WHAT YOU HAVE TO DO
Go line by line through the data and copy those with the word "dead".

+--

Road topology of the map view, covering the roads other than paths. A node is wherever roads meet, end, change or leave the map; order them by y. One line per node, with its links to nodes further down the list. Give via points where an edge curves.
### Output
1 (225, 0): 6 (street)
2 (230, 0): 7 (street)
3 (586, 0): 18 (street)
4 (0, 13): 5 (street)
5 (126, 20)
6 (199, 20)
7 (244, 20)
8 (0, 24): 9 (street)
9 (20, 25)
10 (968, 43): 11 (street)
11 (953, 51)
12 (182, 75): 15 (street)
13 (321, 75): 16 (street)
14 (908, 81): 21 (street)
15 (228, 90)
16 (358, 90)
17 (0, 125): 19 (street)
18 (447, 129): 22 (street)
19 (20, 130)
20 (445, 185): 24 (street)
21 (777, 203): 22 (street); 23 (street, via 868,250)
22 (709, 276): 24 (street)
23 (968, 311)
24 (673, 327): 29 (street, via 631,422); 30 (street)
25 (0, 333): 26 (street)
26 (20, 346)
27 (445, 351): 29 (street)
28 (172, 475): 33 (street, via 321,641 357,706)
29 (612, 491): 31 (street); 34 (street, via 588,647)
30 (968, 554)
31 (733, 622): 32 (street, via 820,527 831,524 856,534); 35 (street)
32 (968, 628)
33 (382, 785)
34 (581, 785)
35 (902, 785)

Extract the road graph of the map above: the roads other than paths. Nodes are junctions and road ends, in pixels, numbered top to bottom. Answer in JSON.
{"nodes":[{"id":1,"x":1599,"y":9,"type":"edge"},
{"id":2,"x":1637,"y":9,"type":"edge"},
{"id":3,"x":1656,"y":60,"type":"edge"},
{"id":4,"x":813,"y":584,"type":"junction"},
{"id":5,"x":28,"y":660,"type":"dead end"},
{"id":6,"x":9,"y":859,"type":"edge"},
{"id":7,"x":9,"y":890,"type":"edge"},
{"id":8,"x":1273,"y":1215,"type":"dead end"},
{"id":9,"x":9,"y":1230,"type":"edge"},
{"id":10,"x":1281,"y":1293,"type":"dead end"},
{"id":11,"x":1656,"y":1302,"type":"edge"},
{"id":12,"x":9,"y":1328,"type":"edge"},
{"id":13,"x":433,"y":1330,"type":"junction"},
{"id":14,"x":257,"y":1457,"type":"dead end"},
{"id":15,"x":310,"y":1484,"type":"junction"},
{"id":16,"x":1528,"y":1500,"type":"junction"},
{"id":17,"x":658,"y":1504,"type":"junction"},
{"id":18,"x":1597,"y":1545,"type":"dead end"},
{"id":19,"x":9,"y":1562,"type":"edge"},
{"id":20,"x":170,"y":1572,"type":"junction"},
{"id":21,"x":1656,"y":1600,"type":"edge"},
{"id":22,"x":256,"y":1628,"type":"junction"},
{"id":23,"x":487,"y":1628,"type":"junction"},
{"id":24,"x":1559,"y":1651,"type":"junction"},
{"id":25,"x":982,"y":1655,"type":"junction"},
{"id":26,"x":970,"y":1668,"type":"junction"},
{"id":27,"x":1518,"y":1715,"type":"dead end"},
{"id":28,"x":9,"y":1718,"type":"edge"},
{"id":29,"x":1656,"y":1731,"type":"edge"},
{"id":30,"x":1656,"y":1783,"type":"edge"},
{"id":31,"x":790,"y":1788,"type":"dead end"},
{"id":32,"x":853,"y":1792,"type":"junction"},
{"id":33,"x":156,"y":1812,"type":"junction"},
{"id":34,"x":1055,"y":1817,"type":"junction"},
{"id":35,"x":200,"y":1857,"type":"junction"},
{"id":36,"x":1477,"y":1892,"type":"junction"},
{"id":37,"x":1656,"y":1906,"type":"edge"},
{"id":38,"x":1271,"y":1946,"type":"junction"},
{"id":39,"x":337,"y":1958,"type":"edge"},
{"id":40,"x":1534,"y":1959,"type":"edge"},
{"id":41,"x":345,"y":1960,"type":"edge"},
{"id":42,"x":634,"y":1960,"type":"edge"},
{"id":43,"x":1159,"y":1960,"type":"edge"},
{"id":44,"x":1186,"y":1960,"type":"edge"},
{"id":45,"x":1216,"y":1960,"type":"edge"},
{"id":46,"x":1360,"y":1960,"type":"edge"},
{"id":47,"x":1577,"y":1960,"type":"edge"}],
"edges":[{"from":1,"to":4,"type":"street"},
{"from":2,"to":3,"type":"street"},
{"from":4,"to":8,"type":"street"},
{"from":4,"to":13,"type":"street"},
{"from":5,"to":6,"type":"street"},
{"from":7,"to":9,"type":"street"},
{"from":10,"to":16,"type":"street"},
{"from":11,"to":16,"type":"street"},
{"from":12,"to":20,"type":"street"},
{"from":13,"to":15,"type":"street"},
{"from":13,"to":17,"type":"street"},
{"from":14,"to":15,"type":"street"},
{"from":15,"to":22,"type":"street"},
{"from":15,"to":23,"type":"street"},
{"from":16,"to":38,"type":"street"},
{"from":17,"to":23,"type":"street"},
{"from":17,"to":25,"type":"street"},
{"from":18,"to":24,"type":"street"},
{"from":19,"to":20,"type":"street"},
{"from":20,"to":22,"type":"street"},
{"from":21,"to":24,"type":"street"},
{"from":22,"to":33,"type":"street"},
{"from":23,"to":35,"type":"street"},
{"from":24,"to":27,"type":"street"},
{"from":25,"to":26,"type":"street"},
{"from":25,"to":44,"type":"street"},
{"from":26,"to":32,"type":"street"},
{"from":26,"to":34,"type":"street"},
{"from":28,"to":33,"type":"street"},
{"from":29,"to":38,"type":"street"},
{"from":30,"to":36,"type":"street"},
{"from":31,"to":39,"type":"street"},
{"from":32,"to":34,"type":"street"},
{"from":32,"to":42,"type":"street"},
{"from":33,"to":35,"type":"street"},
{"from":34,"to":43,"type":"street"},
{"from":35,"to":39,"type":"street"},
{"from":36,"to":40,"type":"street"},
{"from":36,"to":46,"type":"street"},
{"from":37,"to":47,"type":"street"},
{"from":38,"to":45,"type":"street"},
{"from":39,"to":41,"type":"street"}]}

+--

PROBLEM SOLUTION
{"id":5,"x":28,"y":660,"type":"dead end"},
{"id":8,"x":1273,"y":1215,"type":"dead end"},
{"id":10,"x":1281,"y":1293,"type":"dead end"},
{"id":14,"x":257,"y":1457,"type":"dead end"},
{"id":18,"x":1597,"y":1545,"type":"dead end"},
{"id":27,"x":1518,"y":1715,"type":"dead end"},
{"id":31,"x":790,"y":1788,"type":"dead end"},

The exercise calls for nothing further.